Crow Lake was a page-turner for me once I read the prologue.
Two families dominate the story.
On the one hand, it is the Greek tragedy of the Pye family. On their farm, “the sins of the fathers are visited on the sons, and terrible events occur—offstage.”
Kate Morrison has left her two brothers and sister at the lake to become a zoologist. The four siblings lost their parents and struggled to remain together. Their “tragedy looks more immediate if less brutal, but is, in reality, insidious and divisive.”

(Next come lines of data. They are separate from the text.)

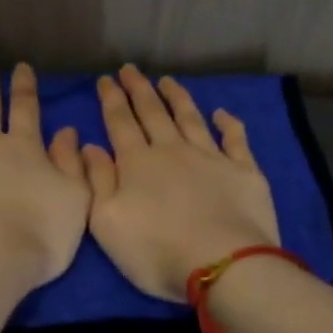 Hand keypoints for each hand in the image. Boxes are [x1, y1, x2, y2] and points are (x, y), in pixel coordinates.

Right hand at [82, 65, 280, 302]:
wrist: (222, 264)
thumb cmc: (156, 250)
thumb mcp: (107, 222)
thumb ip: (97, 181)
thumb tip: (89, 146)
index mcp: (137, 163)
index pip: (120, 123)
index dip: (111, 99)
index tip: (105, 79)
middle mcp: (172, 150)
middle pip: (153, 113)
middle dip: (139, 89)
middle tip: (130, 69)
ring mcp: (211, 157)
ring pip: (190, 118)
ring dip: (177, 98)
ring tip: (167, 81)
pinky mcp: (243, 171)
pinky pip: (235, 139)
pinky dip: (228, 123)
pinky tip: (222, 113) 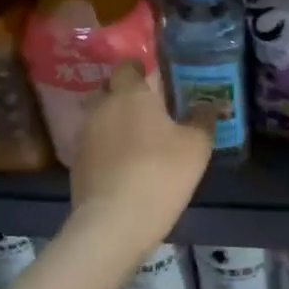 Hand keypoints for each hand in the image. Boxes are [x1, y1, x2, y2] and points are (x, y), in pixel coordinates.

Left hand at [68, 62, 213, 256]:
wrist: (114, 221)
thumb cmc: (160, 173)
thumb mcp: (196, 147)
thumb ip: (203, 119)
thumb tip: (211, 103)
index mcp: (130, 94)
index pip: (128, 67)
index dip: (140, 70)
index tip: (155, 80)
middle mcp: (102, 107)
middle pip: (108, 89)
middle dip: (124, 94)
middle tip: (148, 109)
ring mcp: (85, 135)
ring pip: (99, 117)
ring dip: (115, 122)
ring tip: (137, 139)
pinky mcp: (77, 163)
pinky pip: (94, 144)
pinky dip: (107, 147)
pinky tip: (123, 164) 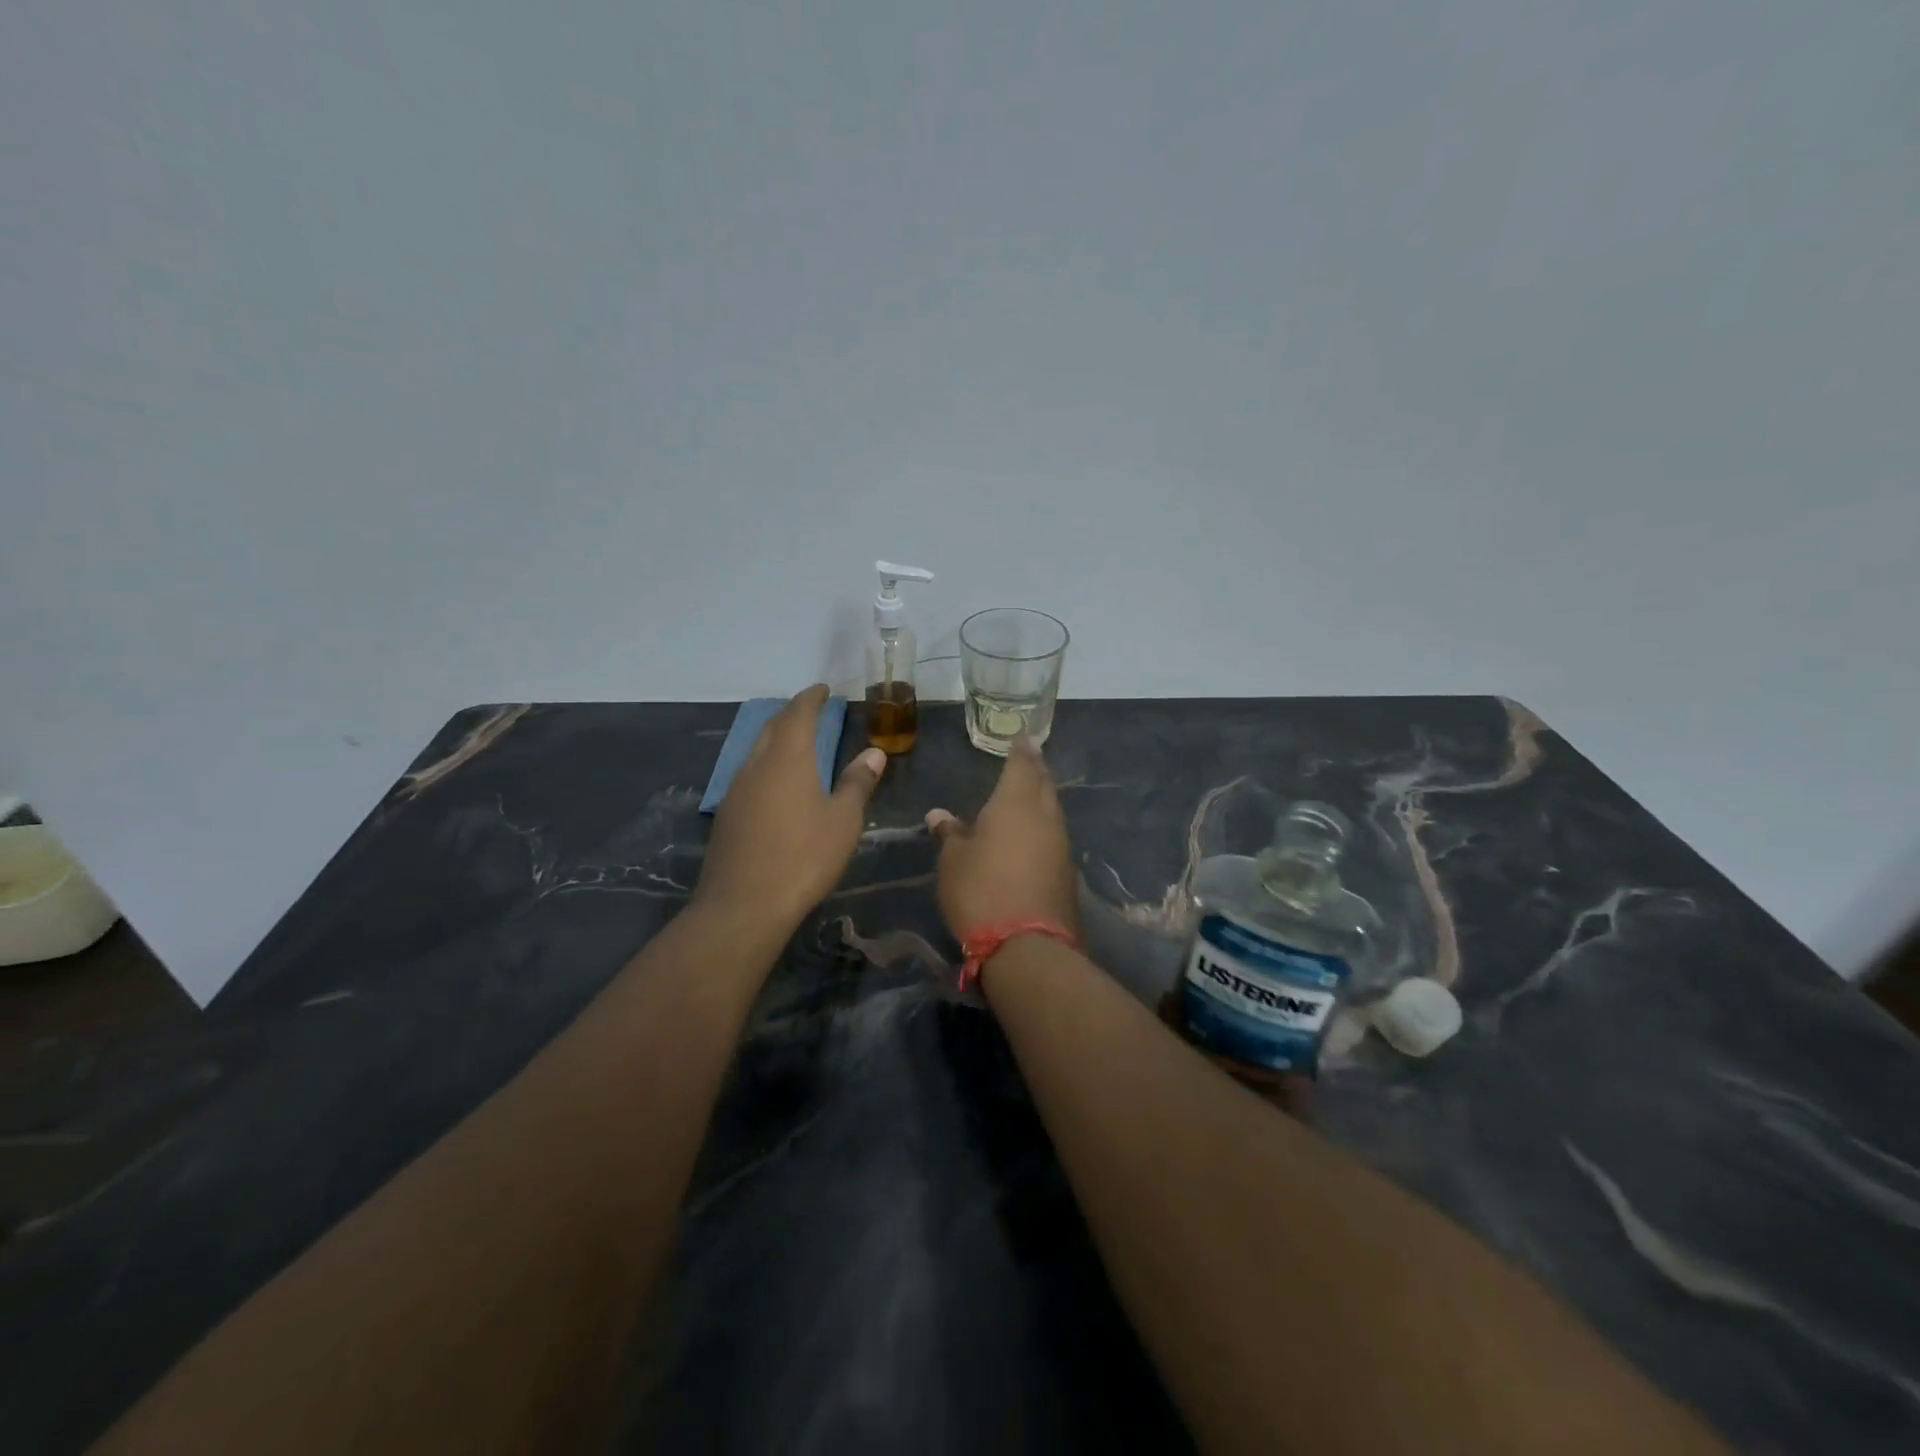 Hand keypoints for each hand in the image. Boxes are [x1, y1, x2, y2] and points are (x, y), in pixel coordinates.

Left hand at [694, 685, 886, 930]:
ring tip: (797, 742)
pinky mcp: (727, 814)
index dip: (811, 698)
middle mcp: (757, 765)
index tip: (824, 690)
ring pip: (757, 750)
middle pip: (772, 727)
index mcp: (788, 758)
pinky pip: (749, 774)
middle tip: (812, 710)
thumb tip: (873, 753)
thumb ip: (857, 783)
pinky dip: (767, 764)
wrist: (744, 905)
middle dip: (792, 713)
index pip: (798, 713)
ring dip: (777, 738)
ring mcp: (736, 790)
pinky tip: (777, 783)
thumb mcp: (843, 821)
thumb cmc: (804, 857)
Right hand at [925, 736, 1078, 938]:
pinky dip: (1044, 827)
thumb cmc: (981, 892)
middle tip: (1029, 758)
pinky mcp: (1067, 872)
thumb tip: (939, 815)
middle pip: (1044, 784)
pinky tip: (1033, 835)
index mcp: (1015, 804)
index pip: (1022, 765)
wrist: (1028, 947)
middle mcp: (1045, 817)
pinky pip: (1055, 836)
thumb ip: (950, 834)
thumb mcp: (953, 861)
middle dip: (1036, 769)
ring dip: (1042, 799)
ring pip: (1053, 810)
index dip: (1022, 750)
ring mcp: (1061, 845)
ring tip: (1029, 794)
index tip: (1022, 738) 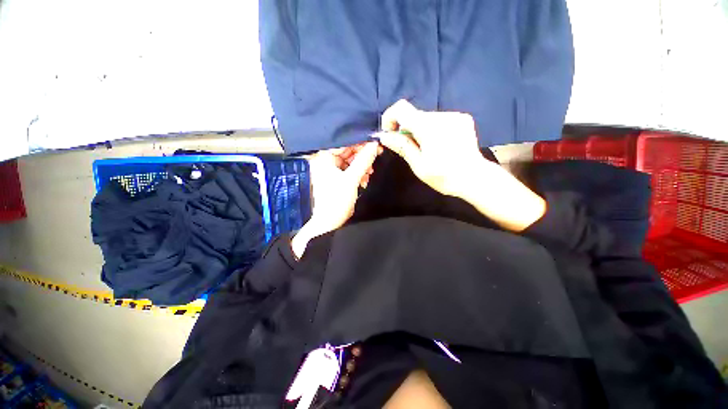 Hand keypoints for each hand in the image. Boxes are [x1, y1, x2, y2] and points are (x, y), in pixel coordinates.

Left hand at [292, 142, 380, 257]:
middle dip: (362, 157)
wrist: (328, 223)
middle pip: (348, 153)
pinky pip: (350, 172)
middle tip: (375, 158)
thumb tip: (374, 145)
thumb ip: (363, 161)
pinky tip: (364, 181)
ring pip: (350, 163)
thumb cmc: (337, 200)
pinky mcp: (337, 180)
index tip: (374, 144)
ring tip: (369, 174)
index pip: (344, 143)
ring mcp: (331, 172)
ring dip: (362, 167)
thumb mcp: (352, 179)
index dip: (360, 143)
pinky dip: (358, 175)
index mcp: (325, 158)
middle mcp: (326, 162)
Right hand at [377, 99, 545, 231]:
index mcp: (428, 128)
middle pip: (414, 114)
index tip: (390, 133)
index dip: (390, 117)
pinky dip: (432, 128)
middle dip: (406, 128)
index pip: (401, 108)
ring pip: (426, 117)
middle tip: (409, 147)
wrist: (474, 178)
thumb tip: (385, 136)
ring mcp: (454, 115)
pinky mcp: (462, 118)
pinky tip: (439, 144)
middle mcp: (442, 116)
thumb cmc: (444, 176)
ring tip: (427, 148)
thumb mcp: (418, 165)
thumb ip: (402, 146)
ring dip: (420, 129)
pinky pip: (439, 119) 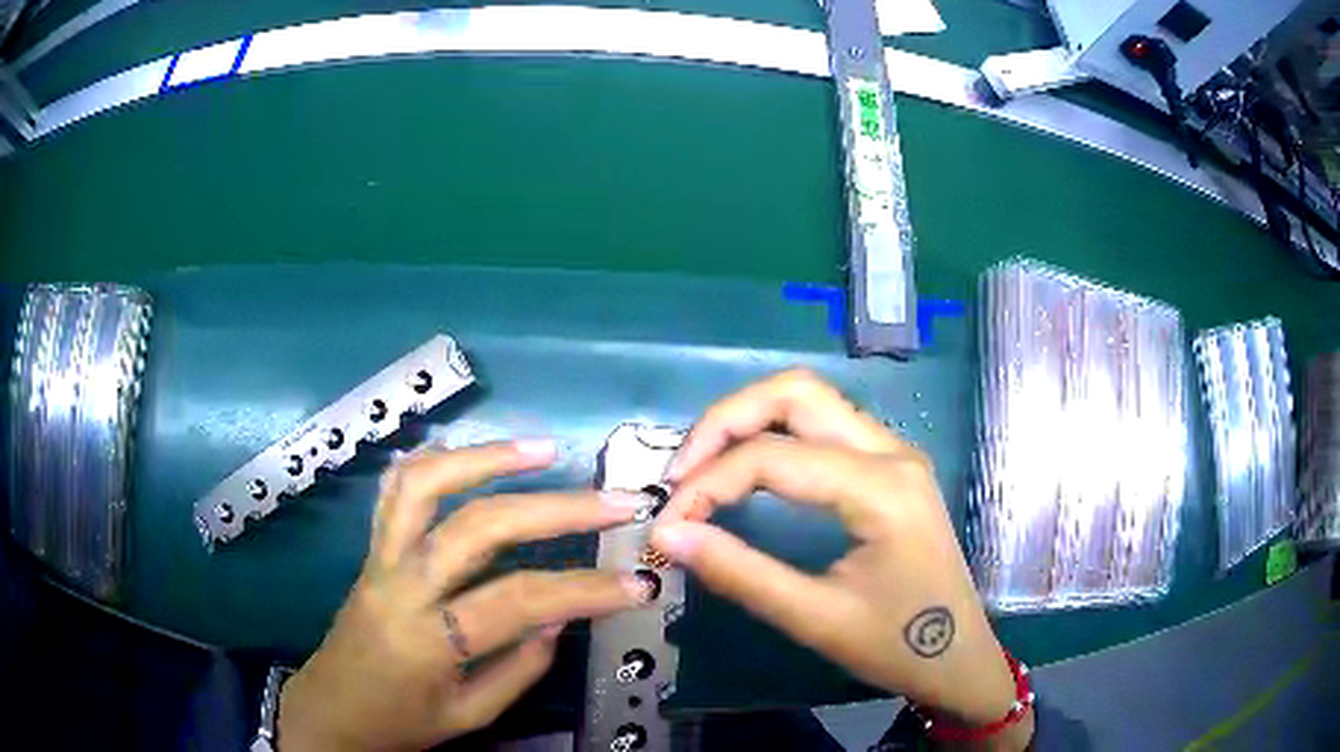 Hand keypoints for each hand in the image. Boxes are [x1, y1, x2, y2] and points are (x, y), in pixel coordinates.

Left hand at [279, 440, 650, 751]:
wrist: (329, 709)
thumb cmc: (399, 722)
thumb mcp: (468, 716)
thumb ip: (519, 669)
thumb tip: (558, 616)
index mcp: (428, 641)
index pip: (518, 601)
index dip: (584, 589)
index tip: (637, 582)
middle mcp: (401, 586)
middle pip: (479, 527)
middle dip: (556, 509)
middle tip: (615, 501)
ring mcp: (379, 558)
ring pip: (426, 485)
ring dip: (487, 458)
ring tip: (543, 450)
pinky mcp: (370, 549)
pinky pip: (395, 490)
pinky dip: (435, 461)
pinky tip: (473, 456)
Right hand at [652, 371, 1032, 749]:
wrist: (958, 659)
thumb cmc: (896, 645)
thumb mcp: (815, 618)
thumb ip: (739, 572)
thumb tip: (667, 533)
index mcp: (882, 488)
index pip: (774, 457)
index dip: (708, 483)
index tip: (668, 522)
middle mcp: (892, 451)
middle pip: (796, 393)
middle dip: (726, 420)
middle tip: (682, 471)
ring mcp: (895, 453)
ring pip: (811, 399)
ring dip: (750, 420)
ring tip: (704, 468)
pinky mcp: (890, 466)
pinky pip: (825, 424)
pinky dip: (776, 433)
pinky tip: (750, 469)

As Goodreads describes the novel,
In this universal drama of family love and misunderstandings, of resentments harbored and driven underground, Lawson ratchets up the tension with heartbreaking humor and consummate control, continually overturning one’s expectations right to the very end. Tragic, funny, unforgettable, this deceptively simple masterpiece about the perils of hero worship leaped to the top of the bestseller lists only days after being released in Canada and earned glowing reviews in The New York Times and The Globe and Mail, to name a few.
I highly recommend this novel and am looking forward to reading more from Mary Lawson.